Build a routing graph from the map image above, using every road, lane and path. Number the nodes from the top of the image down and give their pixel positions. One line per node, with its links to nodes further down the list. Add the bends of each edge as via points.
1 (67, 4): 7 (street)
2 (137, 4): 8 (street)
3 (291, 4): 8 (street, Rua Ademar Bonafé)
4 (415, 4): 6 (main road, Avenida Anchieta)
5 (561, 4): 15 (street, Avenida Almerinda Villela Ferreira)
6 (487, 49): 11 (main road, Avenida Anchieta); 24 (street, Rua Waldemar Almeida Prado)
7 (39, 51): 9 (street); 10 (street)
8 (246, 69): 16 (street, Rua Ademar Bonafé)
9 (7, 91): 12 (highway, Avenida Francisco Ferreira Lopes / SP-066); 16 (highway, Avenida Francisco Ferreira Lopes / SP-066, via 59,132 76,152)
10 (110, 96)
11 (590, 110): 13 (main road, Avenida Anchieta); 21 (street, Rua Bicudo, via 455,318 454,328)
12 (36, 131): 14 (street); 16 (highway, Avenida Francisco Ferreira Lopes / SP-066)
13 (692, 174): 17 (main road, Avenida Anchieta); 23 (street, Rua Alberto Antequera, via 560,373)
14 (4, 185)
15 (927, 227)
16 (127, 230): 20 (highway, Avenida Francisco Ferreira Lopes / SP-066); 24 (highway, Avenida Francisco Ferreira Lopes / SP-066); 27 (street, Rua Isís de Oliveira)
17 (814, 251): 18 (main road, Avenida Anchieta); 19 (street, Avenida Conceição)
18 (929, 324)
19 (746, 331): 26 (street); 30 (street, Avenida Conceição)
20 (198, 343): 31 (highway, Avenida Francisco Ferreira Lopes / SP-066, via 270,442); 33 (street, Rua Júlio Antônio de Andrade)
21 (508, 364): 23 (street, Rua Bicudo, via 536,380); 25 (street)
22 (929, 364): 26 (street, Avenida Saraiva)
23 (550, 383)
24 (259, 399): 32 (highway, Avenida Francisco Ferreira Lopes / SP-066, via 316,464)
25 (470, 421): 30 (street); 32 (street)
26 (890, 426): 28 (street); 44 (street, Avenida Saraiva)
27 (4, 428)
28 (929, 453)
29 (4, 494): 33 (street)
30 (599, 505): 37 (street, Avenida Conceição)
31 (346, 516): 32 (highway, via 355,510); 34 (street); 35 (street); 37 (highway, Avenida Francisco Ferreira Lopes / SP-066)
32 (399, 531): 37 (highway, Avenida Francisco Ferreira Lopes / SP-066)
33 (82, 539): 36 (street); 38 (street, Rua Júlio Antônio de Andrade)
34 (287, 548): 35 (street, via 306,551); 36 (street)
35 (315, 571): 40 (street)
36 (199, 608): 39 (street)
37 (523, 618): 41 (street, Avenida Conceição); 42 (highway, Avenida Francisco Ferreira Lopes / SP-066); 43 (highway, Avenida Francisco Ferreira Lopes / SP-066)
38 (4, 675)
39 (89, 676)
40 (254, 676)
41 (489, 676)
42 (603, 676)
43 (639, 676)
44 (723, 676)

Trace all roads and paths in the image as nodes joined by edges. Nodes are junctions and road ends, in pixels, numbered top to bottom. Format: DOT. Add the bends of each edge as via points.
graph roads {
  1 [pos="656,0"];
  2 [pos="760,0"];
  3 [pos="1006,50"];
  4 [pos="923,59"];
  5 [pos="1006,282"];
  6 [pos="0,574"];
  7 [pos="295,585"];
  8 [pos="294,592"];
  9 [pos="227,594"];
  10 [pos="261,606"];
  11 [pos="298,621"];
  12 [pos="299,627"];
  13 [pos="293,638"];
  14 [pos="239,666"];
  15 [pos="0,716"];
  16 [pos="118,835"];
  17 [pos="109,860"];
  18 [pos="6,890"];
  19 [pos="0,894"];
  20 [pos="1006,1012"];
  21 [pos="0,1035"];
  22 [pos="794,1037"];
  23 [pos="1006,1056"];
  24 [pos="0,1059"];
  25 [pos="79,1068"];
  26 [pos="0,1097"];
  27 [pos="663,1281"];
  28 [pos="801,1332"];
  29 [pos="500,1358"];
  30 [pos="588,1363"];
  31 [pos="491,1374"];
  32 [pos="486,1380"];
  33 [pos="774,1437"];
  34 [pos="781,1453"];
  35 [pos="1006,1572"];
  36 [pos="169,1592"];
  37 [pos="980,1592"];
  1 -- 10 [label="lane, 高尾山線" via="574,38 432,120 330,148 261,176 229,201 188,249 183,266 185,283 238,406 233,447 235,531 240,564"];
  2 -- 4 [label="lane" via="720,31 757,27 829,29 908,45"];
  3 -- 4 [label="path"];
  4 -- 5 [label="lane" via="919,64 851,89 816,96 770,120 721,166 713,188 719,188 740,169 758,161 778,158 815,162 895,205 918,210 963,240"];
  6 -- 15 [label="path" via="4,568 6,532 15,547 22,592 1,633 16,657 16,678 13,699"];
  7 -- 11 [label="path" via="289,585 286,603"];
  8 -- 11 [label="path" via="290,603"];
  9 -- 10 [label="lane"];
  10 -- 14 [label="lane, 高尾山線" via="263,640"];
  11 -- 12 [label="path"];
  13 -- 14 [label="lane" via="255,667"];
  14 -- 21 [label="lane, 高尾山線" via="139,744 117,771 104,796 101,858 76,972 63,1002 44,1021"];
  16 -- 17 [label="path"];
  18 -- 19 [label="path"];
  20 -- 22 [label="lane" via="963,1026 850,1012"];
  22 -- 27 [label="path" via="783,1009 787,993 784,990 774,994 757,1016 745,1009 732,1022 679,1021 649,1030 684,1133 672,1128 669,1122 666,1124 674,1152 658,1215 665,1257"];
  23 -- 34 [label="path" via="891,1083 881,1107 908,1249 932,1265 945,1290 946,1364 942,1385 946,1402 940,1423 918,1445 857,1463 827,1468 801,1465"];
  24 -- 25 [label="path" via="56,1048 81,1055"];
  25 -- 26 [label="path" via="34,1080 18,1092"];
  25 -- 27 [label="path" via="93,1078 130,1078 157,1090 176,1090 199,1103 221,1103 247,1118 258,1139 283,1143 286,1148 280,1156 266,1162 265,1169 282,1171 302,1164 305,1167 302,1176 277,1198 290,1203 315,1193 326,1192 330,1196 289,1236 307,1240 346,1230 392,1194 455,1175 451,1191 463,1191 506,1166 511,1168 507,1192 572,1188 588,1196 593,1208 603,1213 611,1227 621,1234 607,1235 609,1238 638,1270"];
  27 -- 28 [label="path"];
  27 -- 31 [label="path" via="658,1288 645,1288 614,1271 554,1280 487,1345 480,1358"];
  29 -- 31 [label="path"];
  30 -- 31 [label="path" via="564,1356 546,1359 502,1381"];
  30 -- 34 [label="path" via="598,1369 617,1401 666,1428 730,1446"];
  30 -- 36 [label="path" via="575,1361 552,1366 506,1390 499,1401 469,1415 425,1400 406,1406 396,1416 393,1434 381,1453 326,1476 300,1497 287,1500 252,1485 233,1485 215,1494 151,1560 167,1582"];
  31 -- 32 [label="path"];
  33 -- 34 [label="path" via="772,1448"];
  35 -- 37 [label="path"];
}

^^^^

__What you are asked to do__.
If a line in the material holds the string "roads", count it, then state the number of such lines and nothing else.

__Completed exercise__.
2